Filter the records, keeping every line that has the string "roads".

[Material for this exercise Boundary: Start]

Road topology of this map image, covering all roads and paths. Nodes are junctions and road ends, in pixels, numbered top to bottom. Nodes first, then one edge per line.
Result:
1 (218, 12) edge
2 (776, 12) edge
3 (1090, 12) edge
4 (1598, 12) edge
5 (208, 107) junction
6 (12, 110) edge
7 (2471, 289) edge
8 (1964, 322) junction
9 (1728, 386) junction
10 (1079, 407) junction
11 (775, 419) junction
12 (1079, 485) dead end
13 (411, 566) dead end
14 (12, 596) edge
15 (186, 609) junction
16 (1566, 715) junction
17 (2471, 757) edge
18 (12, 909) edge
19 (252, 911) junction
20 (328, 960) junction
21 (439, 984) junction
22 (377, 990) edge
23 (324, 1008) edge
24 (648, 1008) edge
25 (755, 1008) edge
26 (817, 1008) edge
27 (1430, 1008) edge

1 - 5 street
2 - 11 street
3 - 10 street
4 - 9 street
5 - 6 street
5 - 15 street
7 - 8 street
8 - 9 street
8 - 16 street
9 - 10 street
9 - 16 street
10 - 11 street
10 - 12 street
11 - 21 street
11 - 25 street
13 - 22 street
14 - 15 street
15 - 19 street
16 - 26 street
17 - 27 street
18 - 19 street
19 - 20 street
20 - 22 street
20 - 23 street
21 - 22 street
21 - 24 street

[Material for this exercise Boundary: End]
[Material for this exercise Boundary: Start]

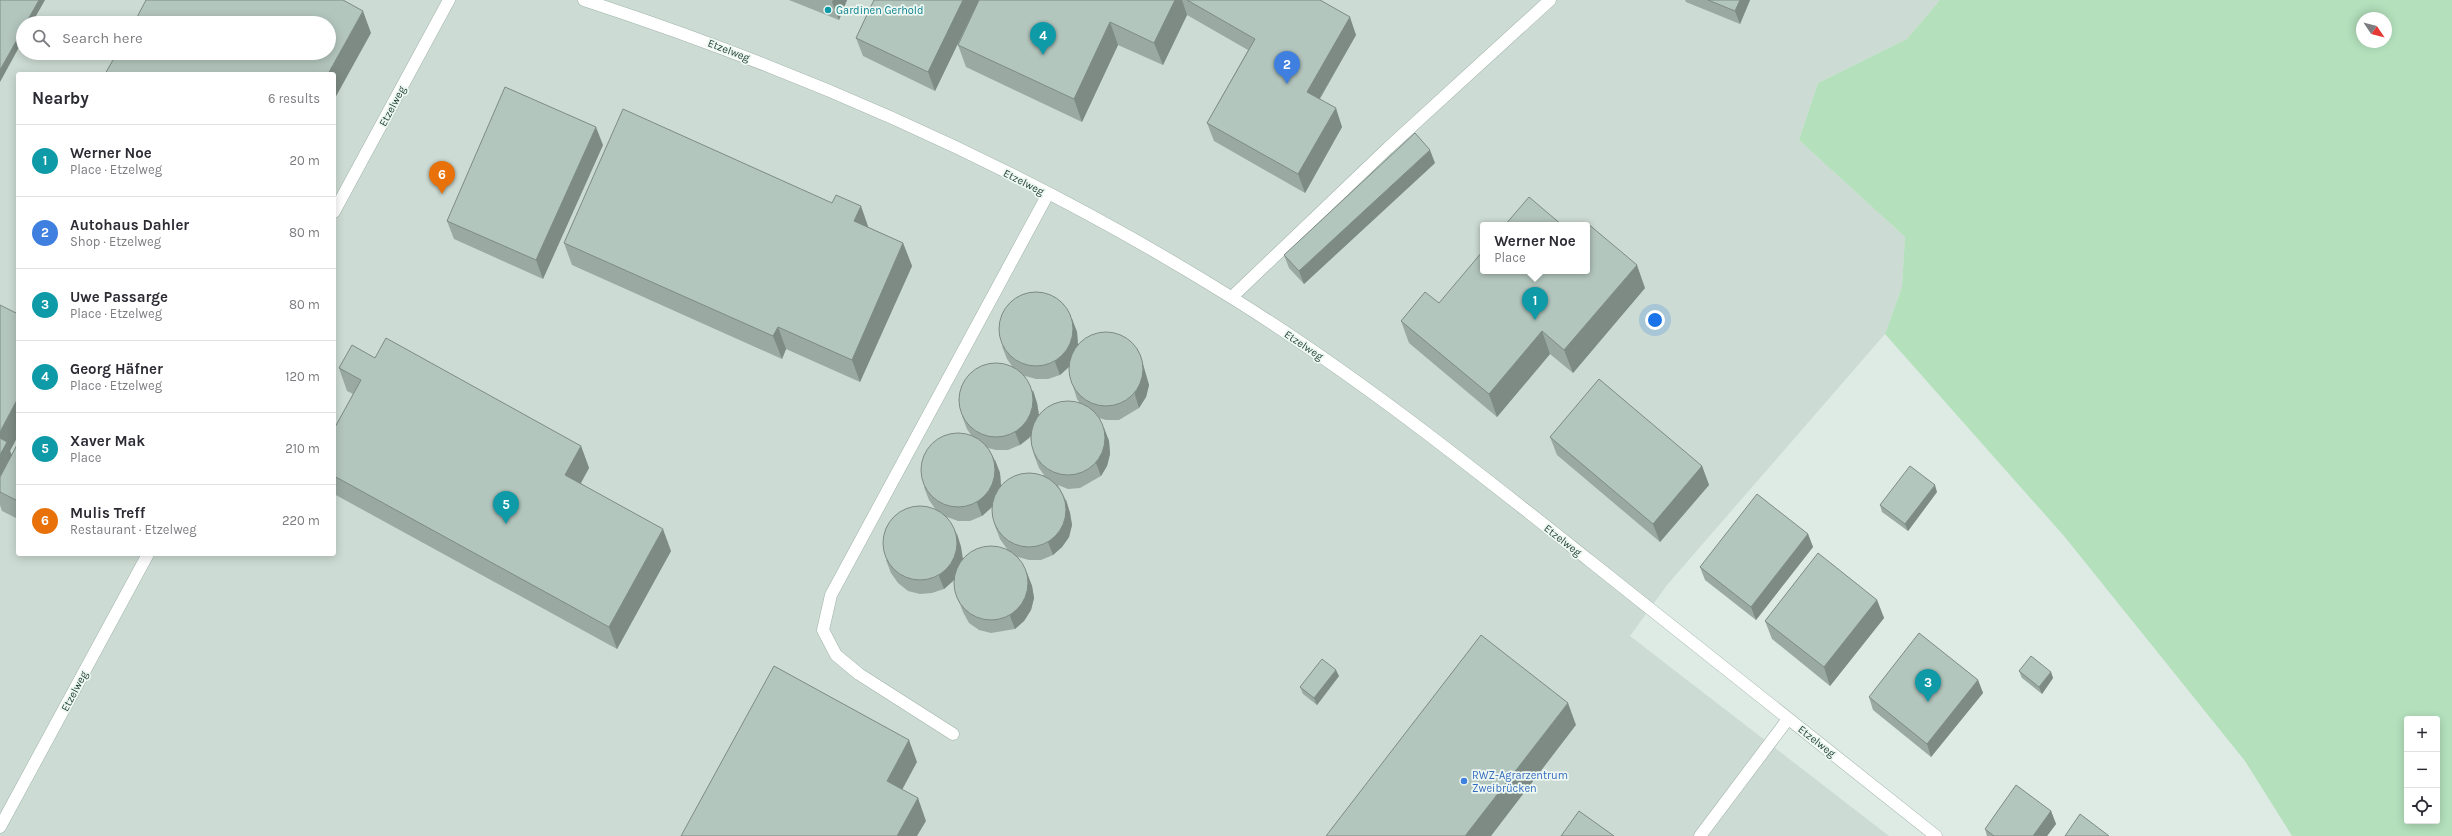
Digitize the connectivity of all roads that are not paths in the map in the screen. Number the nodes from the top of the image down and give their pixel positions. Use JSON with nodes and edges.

[Material for this exercise Boundary: End]

Solution for this exercise:
Road topology of this map image, covering all roads and paths. Nodes are junctions and road ends, in pixels, numbered top to bottom. Nodes first, then one edge per line.
Digitize the connectivity of all roads that are not paths in the map in the screen. Number the nodes from the top of the image down and give their pixel positions. Use JSON with nodes and edges.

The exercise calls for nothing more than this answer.